Copy-on-Write Operations¶
ZnSocket provides efficient copy-on-write functionality through two primary mechanisms: Segments and List fallbacks. These features allow you to create logical copies of large datasets while only storing the differences, making them ideal for scenarios where you need to modify a few elements of a large collection without duplicating the entire dataset.
Overview¶
Copy-on-write (COW) is a resource management technique where data is not physically copied until it’s modified. ZnSocket implements this pattern to enable:
Memory efficiency: Only modified elements consume additional storage
Performance: Fast “copying” operations that don’t duplicate data
Flexibility: Ability to create multiple variations of a dataset
Data integrity: Original data remains unchanged
Implementation Approaches¶
ZnSocket offers two main approaches for copy-on-write operations:
Segments: Purpose-built for copy-on-write with piece table architecture
List Fallbacks: Using fallback mechanisms for transparent copy-on-write
Segments: True Copy-on-Write¶
Segments provide the most efficient copy-on-write implementation using a piece table data structure.
Basic Usage¶
import znsocket
from znjson.converter import NumpyConverter
client = znsocket.Client("http://localhost:5000")
# Create original dataset
original_data = znsocket.List(r=client, key="dataset", converter=[NumpyConverter])
original_data.extend([
{"name": "item_0", "value": 100, "metadata": {"type": "A"}},
{"name": "item_1", "value": 200, "metadata": {"type": "B"}},
{"name": "item_2", "value": 300, "metadata": {"type": "C"}},
])
# Create copy-on-write view using Segments
dataset_copy = znsocket.Segments(
r=client,
origin=original_data, # Reference to original data
key="dataset_copy" # Key for storing modifications
)
# Access works transparently
print(f"Length: {len(dataset_copy)}") # 3
print(f"First item: {dataset_copy[0]}") # From original
print(f"Second item: {dataset_copy[1]}") # From original
# Modify a single element
modified_item = dict(dataset_copy[1]) # Convert to regular dict
modified_item["value"] = 999
modified_item["metadata"]["modified"] = True
dataset_copy[1] = modified_item
# Now only the modified element is stored separately
print(f"Modified item: {dataset_copy[1]}") # Modified version
print(f"Original unchanged: {original_data[1]}") # Original version
print(f"Other items unchanged: {dataset_copy[0]}") # Still from original
Advanced Segments Usage¶
# Working with complex nested data
complex_data = [
{
"id": i,
"config": {
"parameters": {"learning_rate": 0.01, "epochs": 100},
"metadata": {"created": "2025-01-01", "version": "1.0"}
},
"results": {"accuracy": 0.95, "loss": 0.05}
}
for i in range(1000) # Large dataset
]
original_experiments = znsocket.List(r=client, key="experiments")

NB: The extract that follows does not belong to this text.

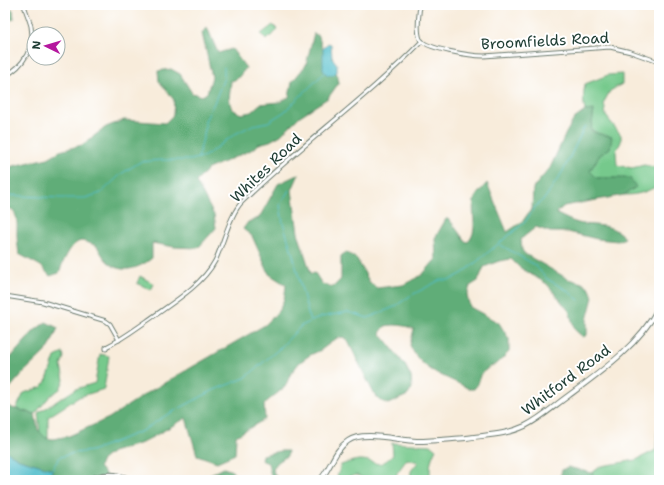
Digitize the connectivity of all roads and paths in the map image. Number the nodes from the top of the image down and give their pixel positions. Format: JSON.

original_experiments.extend(complex_data)
# Create experimental variation
experiment_variant = znsocket.Segments(
r=client,
origin=original_experiments,
key="experiment_variant_a"
)
# Modify specific experiments
for exp_id in [10, 50, 100]:
experiment = dict(experiment_variant[exp_id])
experiment["config"]["parameters"]["learning_rate"] = 0.001 # Different LR
experiment["metadata"] = {"variant": "low_lr", "modified": True}
experiment_variant[exp_id] = experiment
# Only 3 modified experiments are stored, 997 reference original
print(f"Total experiments: {len(experiment_variant)}") # 1000
print(f"Modified experiment: {experiment_variant[10]['metadata']['variant']}") # "low_lr"
print(f"Original unchanged: {original_experiments[10]['metadata']['version']}") # "1.0"
List Fallbacks: Transparent Copy-on-Write¶
List fallbacks provide copy-on-write behavior using ZnSocket’s built-in fallback mechanism.
Basic Fallback Usage¶
# Create original dataset
original_data = znsocket.List(r=client, key="original_dataset")
original_data.extend([
{"name": "sample_0", "score": 10},
{"name": "sample_1", "score": 20},
{"name": "sample_2", "score": 30},
])
# Create copy using fallback mechanism
dataset_copy = znsocket.List(
r=client,
key="dataset_copy",
fallback="original_dataset", # Fall back to original
fallback_policy="frozen", # Read-only fallback
converter=[NumpyConverter]
)
# Access transparently falls back to original
print(f"Copy length: {len(dataset_copy)}") # 3 (from fallback)
print(f"First item: {dataset_copy[0]}") # From original
# Modify element - triggers copy-on-write
modified_item = dict(dataset_copy[1])
modified_item["score"] = 999
modified_item["source"] = "modified"
dataset_copy[1] = modified_item
# Copy-on-write behavior activated
print(f"Modified: {dataset_copy[1]['score']}") # 999
print(f"Original: {original_data[1]['score']}") # 20 (unchanged)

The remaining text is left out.